Page view -to- Article length ratios

User avatar
thekohser
Majordomo
Posts: 13410
kołdry
Joined: Thu Mar 15, 2012 5:07 pm
Wikipedia User: Thekohser
Wikipedia Review Member: thekohser
Actual Name: Gregory Kohs
Location: United States

Page view -to- Article length ratios

Unread post by thekohser » Thu Jan 19, 2017 4:53 pm

Are there any Wikipedia tech gurus who would be able to run an analysis of all Wikipedia articles, taking the number of average daily page views per article (throwing out the weird outliers that get something like a million views one day, then twelve views the next day), and dividing that by the length of the article in words or in bytes?

I would be interested to know which are the articles on Wikipedia that some editors have greatly expanded to enormous lengths, but nobody cares to read them.

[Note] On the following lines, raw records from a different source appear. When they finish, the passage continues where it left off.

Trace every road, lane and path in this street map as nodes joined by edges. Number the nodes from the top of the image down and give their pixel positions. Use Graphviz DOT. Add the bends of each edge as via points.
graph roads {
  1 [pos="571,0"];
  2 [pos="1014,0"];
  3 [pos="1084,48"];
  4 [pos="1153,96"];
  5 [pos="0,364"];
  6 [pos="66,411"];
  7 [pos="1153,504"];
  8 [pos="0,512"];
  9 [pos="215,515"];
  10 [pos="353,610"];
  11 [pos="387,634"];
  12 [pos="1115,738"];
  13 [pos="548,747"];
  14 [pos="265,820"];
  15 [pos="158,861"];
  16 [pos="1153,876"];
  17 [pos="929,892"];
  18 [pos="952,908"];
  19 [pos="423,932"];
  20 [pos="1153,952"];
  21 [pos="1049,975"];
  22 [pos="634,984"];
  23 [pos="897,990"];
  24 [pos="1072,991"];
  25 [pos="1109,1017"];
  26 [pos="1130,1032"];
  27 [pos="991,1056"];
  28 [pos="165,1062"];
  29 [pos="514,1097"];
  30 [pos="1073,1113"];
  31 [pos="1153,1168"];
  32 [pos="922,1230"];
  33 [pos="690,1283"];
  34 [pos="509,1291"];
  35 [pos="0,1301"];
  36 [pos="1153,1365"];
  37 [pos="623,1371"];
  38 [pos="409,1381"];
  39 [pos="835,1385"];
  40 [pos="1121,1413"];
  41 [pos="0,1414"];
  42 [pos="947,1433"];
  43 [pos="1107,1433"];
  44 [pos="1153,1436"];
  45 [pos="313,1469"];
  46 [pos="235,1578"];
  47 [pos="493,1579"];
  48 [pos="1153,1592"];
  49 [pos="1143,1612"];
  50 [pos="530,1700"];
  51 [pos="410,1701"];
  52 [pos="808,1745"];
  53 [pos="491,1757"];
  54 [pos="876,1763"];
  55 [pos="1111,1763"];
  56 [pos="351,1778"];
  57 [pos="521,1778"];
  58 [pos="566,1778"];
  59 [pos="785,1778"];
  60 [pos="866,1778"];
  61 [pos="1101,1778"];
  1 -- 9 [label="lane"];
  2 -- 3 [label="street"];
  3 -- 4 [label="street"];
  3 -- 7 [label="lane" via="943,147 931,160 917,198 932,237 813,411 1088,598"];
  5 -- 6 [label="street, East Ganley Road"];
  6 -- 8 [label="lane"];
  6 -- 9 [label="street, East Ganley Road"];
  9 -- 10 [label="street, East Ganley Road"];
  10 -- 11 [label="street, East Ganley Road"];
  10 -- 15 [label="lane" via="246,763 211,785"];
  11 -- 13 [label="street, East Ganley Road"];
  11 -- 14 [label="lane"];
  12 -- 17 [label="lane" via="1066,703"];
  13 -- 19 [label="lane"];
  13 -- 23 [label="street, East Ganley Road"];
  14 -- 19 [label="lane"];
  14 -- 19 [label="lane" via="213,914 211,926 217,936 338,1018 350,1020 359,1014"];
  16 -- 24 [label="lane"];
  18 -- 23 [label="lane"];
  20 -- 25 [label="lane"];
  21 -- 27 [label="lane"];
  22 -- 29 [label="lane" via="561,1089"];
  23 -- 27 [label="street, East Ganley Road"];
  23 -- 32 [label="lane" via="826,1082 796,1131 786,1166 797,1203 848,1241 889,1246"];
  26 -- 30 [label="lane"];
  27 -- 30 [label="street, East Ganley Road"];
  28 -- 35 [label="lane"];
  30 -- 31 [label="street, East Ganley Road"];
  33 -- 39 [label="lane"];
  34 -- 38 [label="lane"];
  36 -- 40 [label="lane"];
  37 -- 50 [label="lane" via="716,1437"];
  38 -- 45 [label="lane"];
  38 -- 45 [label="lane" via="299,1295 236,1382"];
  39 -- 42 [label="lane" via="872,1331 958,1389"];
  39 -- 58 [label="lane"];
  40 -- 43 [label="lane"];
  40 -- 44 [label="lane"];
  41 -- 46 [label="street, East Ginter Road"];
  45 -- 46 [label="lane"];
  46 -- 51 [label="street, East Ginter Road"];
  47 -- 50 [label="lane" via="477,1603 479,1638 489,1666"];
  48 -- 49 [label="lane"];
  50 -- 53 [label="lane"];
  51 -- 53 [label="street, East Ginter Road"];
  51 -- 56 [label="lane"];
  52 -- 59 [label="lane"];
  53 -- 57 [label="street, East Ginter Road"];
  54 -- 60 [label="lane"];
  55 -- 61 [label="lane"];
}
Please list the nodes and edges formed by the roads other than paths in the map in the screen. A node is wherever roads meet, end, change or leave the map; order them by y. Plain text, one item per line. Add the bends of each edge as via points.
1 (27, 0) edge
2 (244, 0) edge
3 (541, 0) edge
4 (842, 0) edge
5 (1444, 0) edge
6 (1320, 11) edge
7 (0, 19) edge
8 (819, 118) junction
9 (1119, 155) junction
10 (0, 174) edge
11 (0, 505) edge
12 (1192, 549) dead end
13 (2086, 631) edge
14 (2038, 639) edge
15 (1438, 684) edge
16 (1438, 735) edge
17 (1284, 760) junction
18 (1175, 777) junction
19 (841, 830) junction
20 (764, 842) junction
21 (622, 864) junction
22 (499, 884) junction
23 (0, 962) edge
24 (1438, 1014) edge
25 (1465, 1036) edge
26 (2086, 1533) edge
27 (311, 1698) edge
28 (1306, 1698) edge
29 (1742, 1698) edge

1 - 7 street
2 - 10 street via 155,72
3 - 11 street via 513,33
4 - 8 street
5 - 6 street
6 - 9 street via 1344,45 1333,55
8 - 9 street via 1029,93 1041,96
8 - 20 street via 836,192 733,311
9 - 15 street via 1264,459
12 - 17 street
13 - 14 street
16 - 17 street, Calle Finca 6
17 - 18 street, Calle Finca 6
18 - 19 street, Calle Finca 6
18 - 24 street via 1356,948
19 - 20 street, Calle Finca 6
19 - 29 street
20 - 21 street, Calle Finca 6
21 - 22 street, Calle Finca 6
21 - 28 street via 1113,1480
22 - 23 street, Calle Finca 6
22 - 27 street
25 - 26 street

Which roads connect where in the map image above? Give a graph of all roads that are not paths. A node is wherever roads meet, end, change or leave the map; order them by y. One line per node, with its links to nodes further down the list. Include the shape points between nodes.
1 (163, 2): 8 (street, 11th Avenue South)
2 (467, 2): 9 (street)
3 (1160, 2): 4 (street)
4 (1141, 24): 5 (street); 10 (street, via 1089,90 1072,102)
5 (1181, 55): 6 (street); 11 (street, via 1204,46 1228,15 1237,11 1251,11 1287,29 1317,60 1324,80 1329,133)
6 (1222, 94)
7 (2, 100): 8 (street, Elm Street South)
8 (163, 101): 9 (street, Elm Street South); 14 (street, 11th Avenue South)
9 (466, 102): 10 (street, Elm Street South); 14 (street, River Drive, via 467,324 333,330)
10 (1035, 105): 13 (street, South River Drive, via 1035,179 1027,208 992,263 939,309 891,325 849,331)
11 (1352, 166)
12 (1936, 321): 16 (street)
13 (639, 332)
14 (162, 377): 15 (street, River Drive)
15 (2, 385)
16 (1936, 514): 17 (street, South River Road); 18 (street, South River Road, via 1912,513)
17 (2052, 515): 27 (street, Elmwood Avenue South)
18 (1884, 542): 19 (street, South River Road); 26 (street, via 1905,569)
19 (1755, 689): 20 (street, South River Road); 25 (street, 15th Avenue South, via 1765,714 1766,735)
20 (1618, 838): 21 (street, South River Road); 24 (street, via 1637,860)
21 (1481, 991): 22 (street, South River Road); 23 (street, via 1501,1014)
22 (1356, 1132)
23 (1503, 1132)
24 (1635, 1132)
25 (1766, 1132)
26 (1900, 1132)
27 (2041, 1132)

And likewise, which articles get tons of traffic, but editors have barely fleshed them out.
"...making nonsensical connections and culminating in feigned surprise, since 2006..."

User avatar
Randy from Boise
Been Around Forever
Posts: 12277
Joined: Sun Mar 18, 2012 2:32 am
Wikipedia User: Carrite
Wikipedia Review Member: Timbo
Actual Name: Tim Davenport
Nom de plume: T. Chandler
Location: Boise, Idaho

Re: Page view -to- Article length ratios

Unread post by Randy from Boise » Thu Jan 19, 2017 7:20 pm

VIEWS (#) / LENGTH (bytes)

How is "views per byte" meaningful?

Doesn't every popular article have a high "views per byte" number?

Doesn't every unpopular article have a low "views per byte" number?


An article with a million views in a year that is 100K long would be 10,000 views per byte.

An article with ten views in a year that is 100K long would be 0.1 views per byte.

That's just another way of saying that an article with 1 million views gets 100,000 times more views than one with 10 views.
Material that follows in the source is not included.